Scrutiny of the company is now at a peak. Next week, shareholders will vote on a resolution asking Thomson Reuters to commission and publish an independent human rights impact assessment of how its products are used by law enforcement and immigration enforcement agencies. The proposal was filed by the BC General Employees’ Union (BCGEU), a long-time shareholder that has been engaging the company on this issue since 2020, though the company’s relationship with ICE predates that by years.

When ICE began building its “Extreme Vetting” program in 2017, Thomson Reuters signed on to help construct what has become the largest commercial data surveillance infrastructure in the United States. The company has entered into contracts with ICE worth tens of millions of dollars. ICE has described Thomson Reuters’ data services as “mission critical” to its operations and has integrated the company’s data into tools including Motorola’s license plate readers, PenLink’s live location tracking, and Palantir’s software.

Despite this documented record — established through public contract disclosures, extensive investigative reporting, fact-checked books on immigration surveillance, and congressional testimony — Thomson Reuters maintains that it is not providing ICE with surveillance tools. Lawmakers at a congressional hearing on data brokers and the Department of Homeland Security treated the company’s data-sharing arrangements with ICE as established fact. The company’s response has consistently been that critics are “misunderstanding” how its products work.

The scrutiny has not been limited to outsiders. Hundreds of Thomson Reuters employees signed a letter calling for greater transparency. Two employees who raised concerns internally were allegedly terminated, prompting a whistleblower lawsuit and an unfair labor practice complaint.

The company’s position rests on a narrow framing: it provides access to records that are already public, not records requiring a warrant. But this argument confuses the nature of individual data points with the nature of aggregated surveillance. It is also worth asking the obvious question: if Thomson Reuters is simply repackaging freely available public records, why does ICE pay it millions of dollars for the service?

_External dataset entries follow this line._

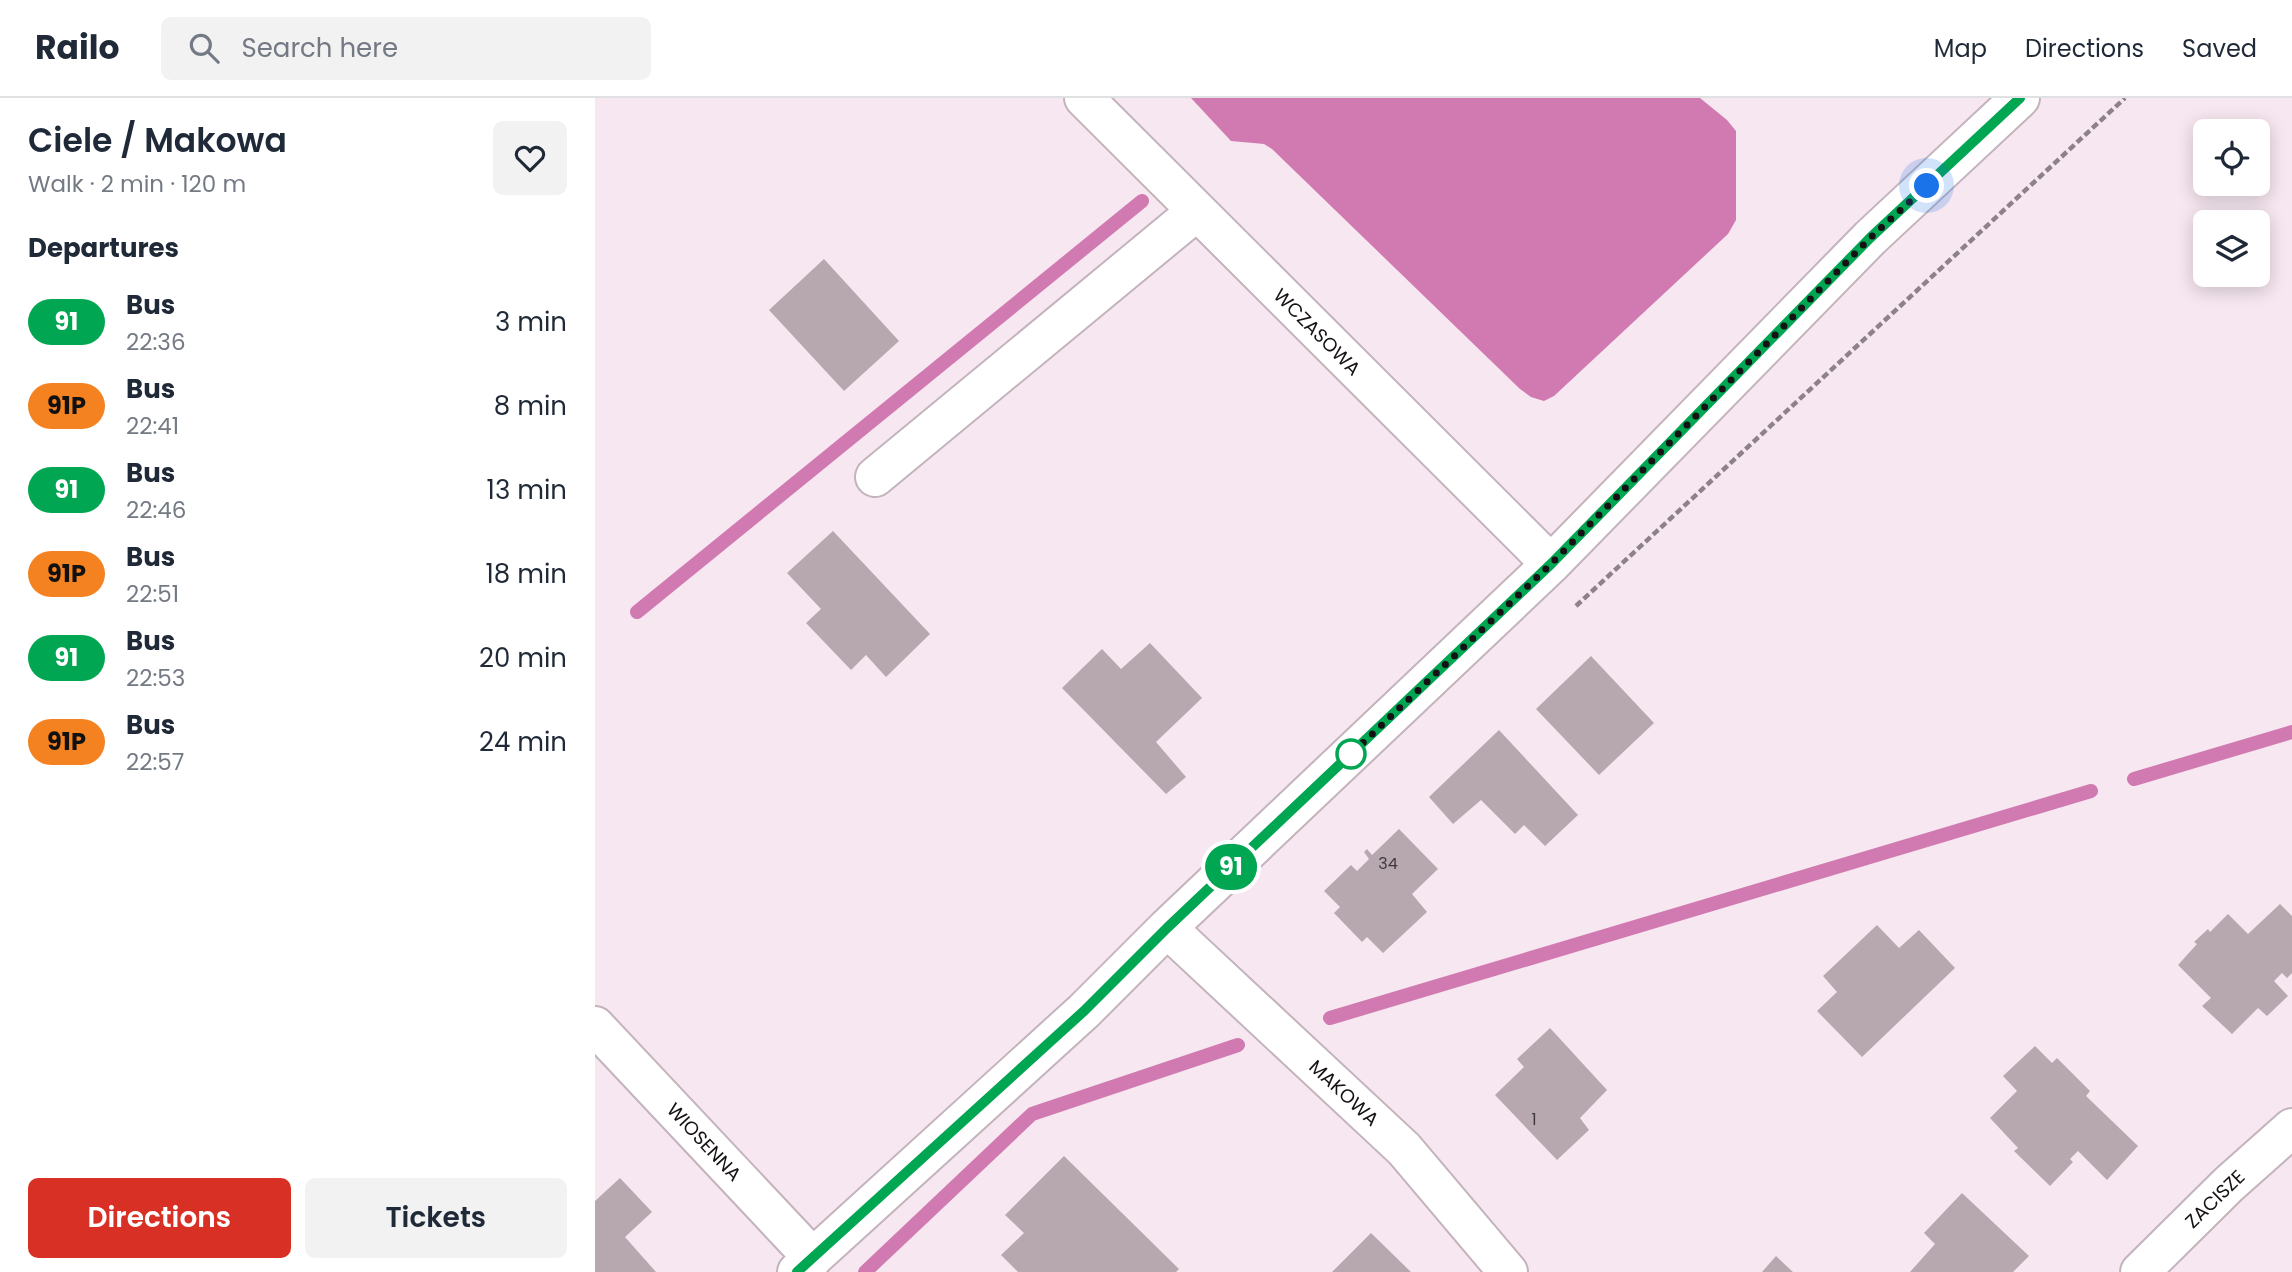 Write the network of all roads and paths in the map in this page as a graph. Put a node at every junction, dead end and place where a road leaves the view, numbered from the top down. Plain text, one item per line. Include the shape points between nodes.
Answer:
1 (1084, 98) edge
2 (2020, 98) edge
3 (2125, 98) edge
4 (1197, 211) junction
5 (875, 477) dead end
6 (1551, 564) junction
7 (1574, 607) dead end
8 (1167, 928) junction
9 (595, 1026) edge
10 (2292, 1128) edge
11 (805, 1265) edge
12 (1508, 1272) edge
13 (2140, 1272) edge

1 - 4 street, WCZASOWA
2 - 6 street via 1870,238
3 - 7 path
4 - 5 street
4 - 6 street, WCZASOWA
6 - 8 street
8 - 11 street via 1084,1011
8 - 12 street, MAKOWA via 1404,1149
9 - 11 street, WIOSENNA
10 - 13 street, ZACISZE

The answer lies in what CLEAR actually does. The platform allows users to retrieve thousands of data points about any individual: current and historical addresses, known associates and family members, vehicle information, employment history, phone numbers, financial records, and location history. It can map social networks: who someone lives with, who they call, who they are connected to. It aggregates data from social media, and according to published reporting, in some cases dating profiles; the kind of intimate personal information shared in contexts people reasonably assume are private.